Much of this growth is the result of progress. People the world over live longer. Far fewer are living in poverty. Fewer babies die in their earliest years; fewer women die giving birth. More preventable diseases are prevented; more treatable diseases are treated. Really basic things like cleaner water, toilets, and hand-washing have prevented millions upon millions of deaths, and allowed millions and millions more people to exist.
But we’ve also radically over-consumed and stressed our planet — and that’s particularly true for those of us in the wealthy and developed world. The price, though, is being paid largely by those with far fewer resources.

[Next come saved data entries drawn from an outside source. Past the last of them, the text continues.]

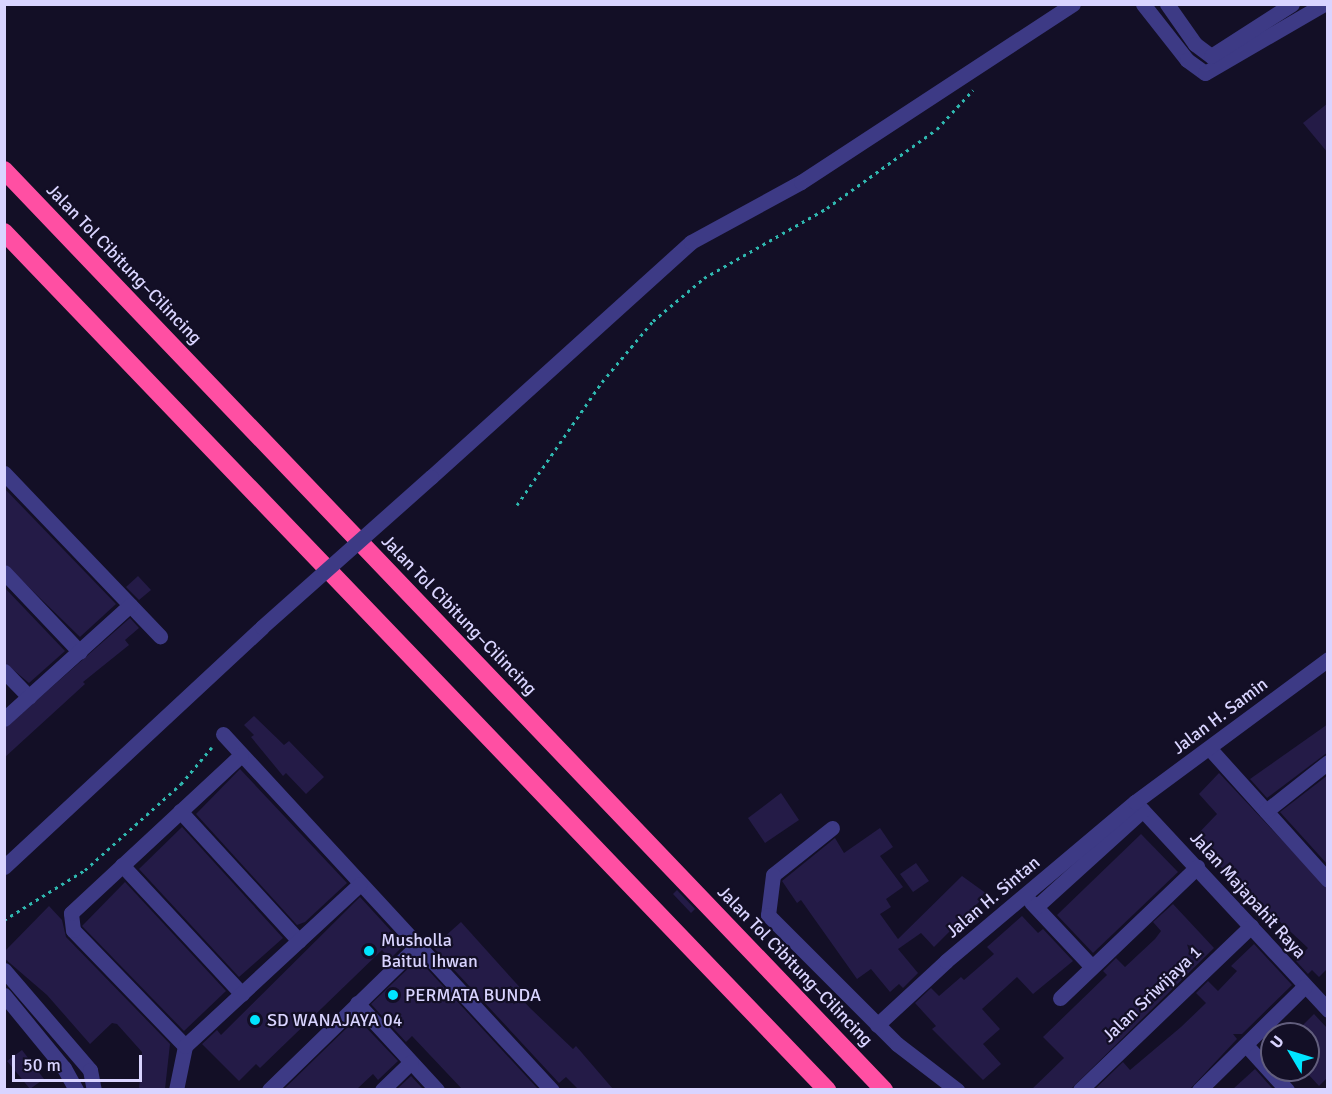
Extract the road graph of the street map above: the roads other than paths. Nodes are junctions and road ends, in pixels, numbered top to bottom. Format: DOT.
graph roads {
  1 [pos="1073,4"];
  2 [pos="1143,4"];
  3 [pos="1167,4"];
  4 [pos="1292,4"];
  5 [pos="1324,4"];
  6 [pos="1211,56"];
  7 [pos="1202,73"];
  8 [pos="4,170"];
  9 [pos="4,232"];
  10 [pos="4,472"];
  11 [pos="4,572"];
  12 [pos="130,605"];
  13 [pos="160,636"];
  14 [pos="80,652"];
  15 [pos="1328,659"];
  16 [pos="4,671"];
  17 [pos="29,697"];
  18 [pos="4,719"];
  19 [pos="223,734"];
  20 [pos="1210,749"];
  21 [pos="241,755"];
  22 [pos="1328,762"];
  23 [pos="1139,806"];
  24 [pos="180,811"];
  25 [pos="1266,811"];
  26 [pos="832,828"];
  27 [pos="122,865"];
  28 [pos="4,867"];
  29 [pos="1197,867"];
  30 [pos="1328,880"];
  31 [pos="360,884"];
  32 [pos="1031,902"];
  33 [pos="1251,926"];
  34 [pos="299,941"];
  35 [pos="417,946"];
  36 [pos="1092,967"];
  37 [pos="7,977"];
  38 [pos="1305,986"];
  39 [pos="242,994"];
  40 [pos="4,995"];
  41 [pos="1060,998"];
  42 [pos="357,1003"];
  43 [pos="1328,1010"];
  44 [pos="877,1025"];
  45 [pos="1246,1045"];
  46 [pos="185,1046"];
  47 [pos="78,1055"];
  48 [pos="411,1062"];
  49 [pos="64,1068"];
  50 [pos="76,1089"];
  51 [pos="94,1089"];
  52 [pos="176,1089"];
  53 [pos="269,1089"];
  54 [pos="382,1089"];
  55 [pos="437,1089"];
  56 [pos="552,1089"];
  57 [pos="827,1089"];
  58 [pos="884,1089"];
  59 [pos="957,1089"];
  60 [pos="1080,1089"];
  61 [pos="1198,1089"];
  62 [pos="1287,1089"];
  1 -- 28 [label="street, bridge"];
  2 -- 7 [label="street"];
  3 -- 6 [label="street"];
  4 -- 6 [label="street"];
  5 -- 7 [label="street"];
  6 -- 7 [label="street"];
  8 -- 58 [label="highway, Jalan Tol Cibitung–Cilincing"];
  9 -- 57 [label="highway"];
  10 -- 12 [label="street"];
  11 -- 14 [label="street"];
  12 -- 13 [label="street"];
  12 -- 14 [label="street"];
  14 -- 17 [label="street"];
  15 -- 20 [label="street, Jalan H. Samin"];
  16 -- 17 [label="street"];
  17 -- 18 [label="street"];
  19 -- 21 [label="street"];
  20 -- 23 [label="street, Jalan H. Samin"];
  20 -- 25 [label="street"];
  21 -- 24 [label="street"];
  21 -- 31 [label="street"];
  22 -- 25 [label="street"];
  23 -- 29 [label="street, Jalan Majapahit Raya"];
  23 -- 32 [label="street, Jalan H. Samin"];
  24 -- 27 [label="street"];
  24 -- 34 [label="street"];
  25 -- 30 [label="street"];
  26 -- 44 [label="street"];
  27 -- 39 [label="street"];
  27 -- 46 [label="street"];
  29 -- 33 [label="street, Jalan Majapahit Raya"];
  29 -- 36 [label="street"];
  31 -- 34 [label="street"];
  31 -- 35 [label="street"];
  32 -- 36 [label="street"];
  32 -- 44 [label="street, Jalan H. Sintan"];
  33 -- 38 [label="street, Jalan Majapahit Raya"];
  33 -- 60 [label="street, Jalan Sriwijaya 1"];
  34 -- 39 [label="street"];
  35 -- 42 [label="street"];
  35 -- 56 [label="street"];
  36 -- 41 [label="street"];
  37 -- 47 [label="street"];
  38 -- 43 [label="street"];
  38 -- 45 [label="street, Jalan Majapahit Raya"];
  39 -- 46 [label="street"];
  40 -- 49 [label="street"];
  42 -- 48 [label="street"];
  42 -- 53 [label="street"];
  44 -- 59 [label="street"];
  45 -- 61 [label="street, Jalan Majapahit Raya"];
  45 -- 62 [label="street"];
  46 -- 52 [label="street"];
  47 -- 49 [label="street"];
  47 -- 51 [label="street"];
  48 -- 54 [label="street"];
  48 -- 55 [label="street"];
  49 -- 50 [label="street"];
}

Writing about population is tricky, because “population control” has such an ugly history. Over and over again, overpopulation has been used as a pretext for abuses, mostly against poor women, and mostly against the global majority of non-white women. Some of this has come in the form of explicit state policy, of leaders stripping basic rights to bodily autonomy away from their people — China’s one-child policy, for example. And some of this has come from the abhorrent actions of outsiders, often those from wealthier nations intruding on the rights of more vulnerable people for what they saw as the greater good — forced and coerced sterilization campaigns, for example.

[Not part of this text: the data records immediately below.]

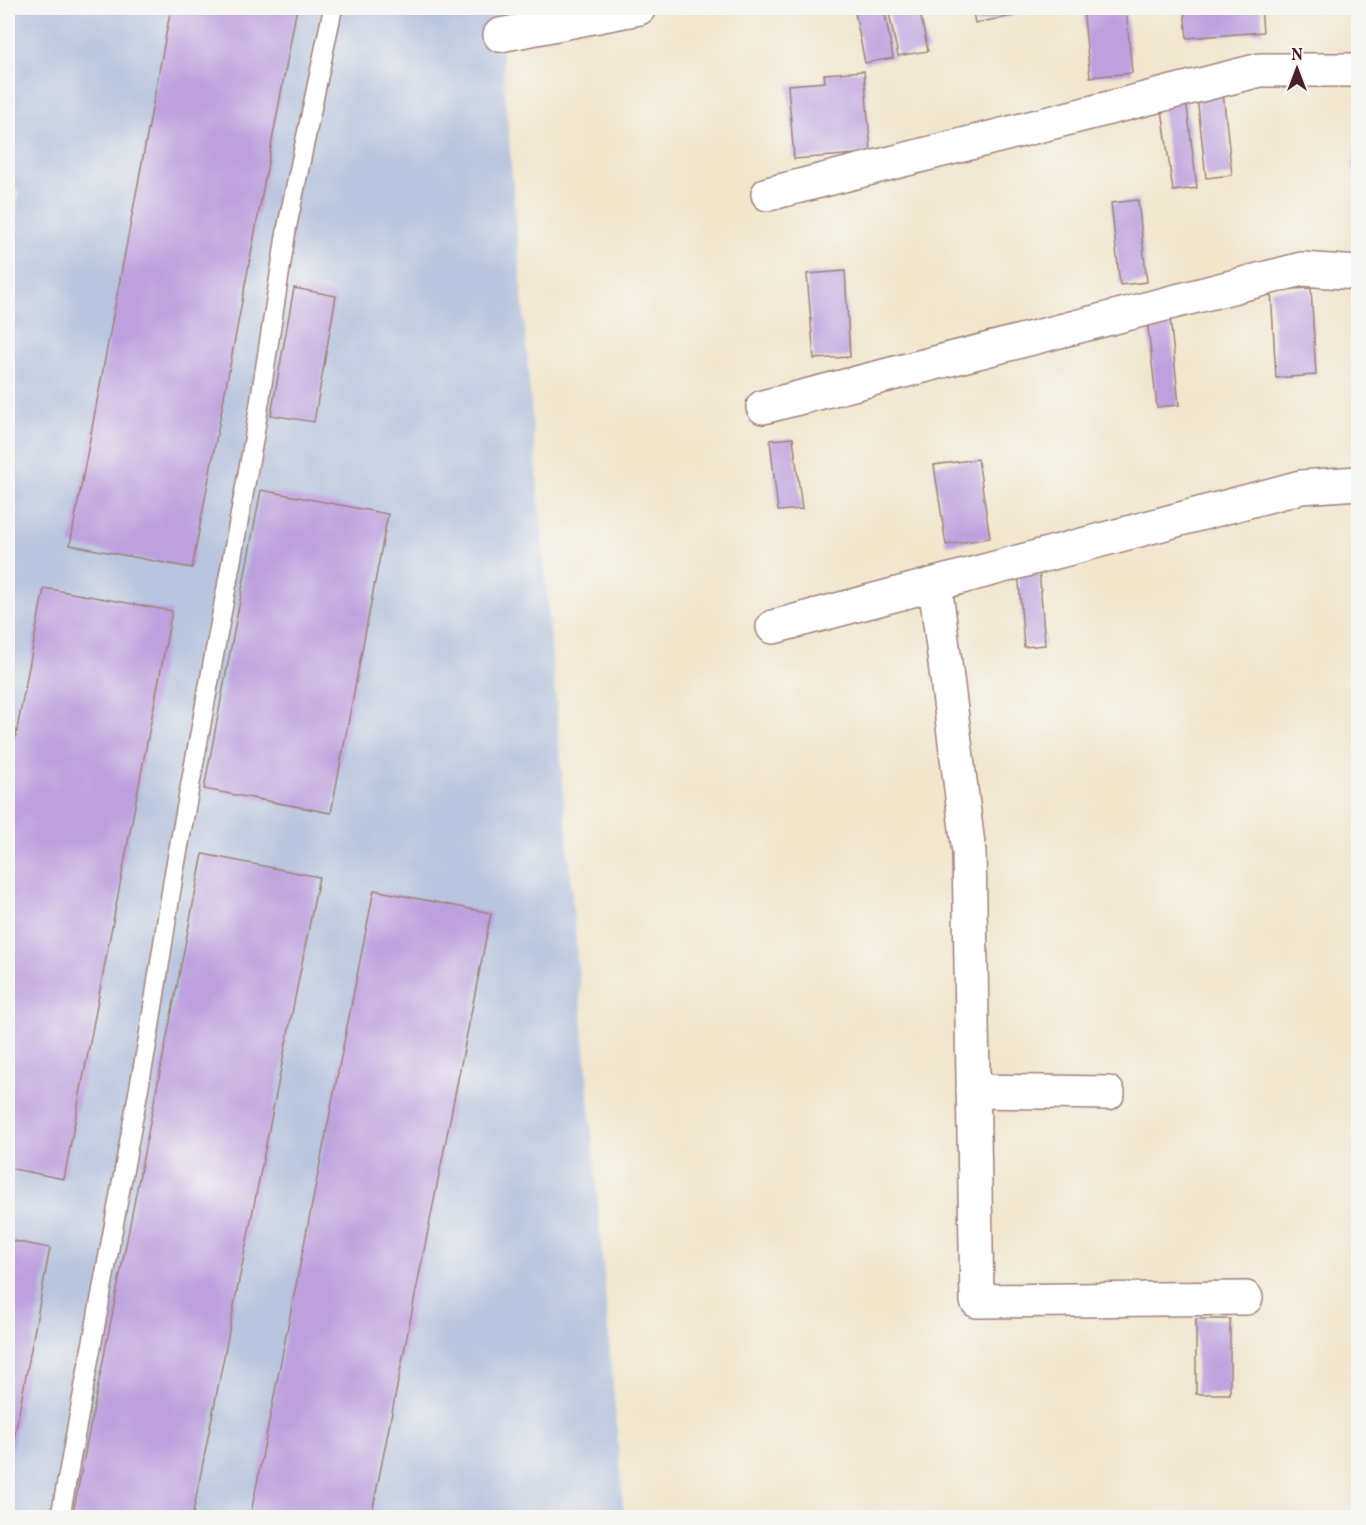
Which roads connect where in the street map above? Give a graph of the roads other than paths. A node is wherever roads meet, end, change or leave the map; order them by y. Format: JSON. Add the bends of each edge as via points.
{"nodes":[{"id":1,"x":333,"y":8,"type":"edge"},
{"id":2,"x":639,"y":8,"type":"edge"},
{"id":3,"x":500,"y":35,"type":"dead end"},
{"id":4,"x":1359,"y":69,"type":"edge"},
{"id":5,"x":768,"y":194,"type":"dead end"},
{"id":6,"x":1359,"y":273,"type":"edge"},
{"id":7,"x":763,"y":407,"type":"dead end"},
{"id":8,"x":1359,"y":483,"type":"edge"},
{"id":9,"x":935,"y":584,"type":"junction"},
{"id":10,"x":773,"y":627,"type":"dead end"},
{"id":11,"x":973,"y":1091,"type":"junction"},
{"id":12,"x":1108,"y":1093,"type":"dead end"},
{"id":13,"x":1246,"y":1298,"type":"dead end"},
{"id":14,"x":60,"y":1518,"type":"edge"}],
"edges":[{"from":1,"to":14,"type":"lane","via":[[287,227],[254,438]]},
{"from":2,"to":3,"type":"street"},
{"from":4,"to":5,"type":"street","via":[[1260,69]]},
{"from":6,"to":7,"type":"street","via":[[1302,269]]},
{"from":8,"to":9,"type":"street","via":[[1301,487]]},
{"from":9,"to":10,"type":"street"},
{"from":9,"to":11,"type":"street","via":[[969,852]]},
{"from":11,"to":12,"type":"street"},
{"from":11,"to":13,"type":"street","via":[[977,1301]]}]}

All over the world, women’s reproductive choices are politicized and manipulated. In the US, where I live, that comes in the form of outlawing abortion, making contraception harder to get, and fear-mongering about the “great replacement” and declining birthrates. This strategy — constraining women’s abilities to prevent or end pregnancies, and in effect forcing women and girls to reproduce against our will — is more common than legally (or extralegally) forcing us into having abortions or using contraception. But the latter happens, too, and it’s all a profound violation, and all a piece of the same misogynist ideology.
Talking about the troubling outcomes of unsustainable population growth, then, poses serious risks: Lots of folks hear the facts and conclude, well, we’ve gotta get women to have fewer babies in high-fertility countries. But there is another way.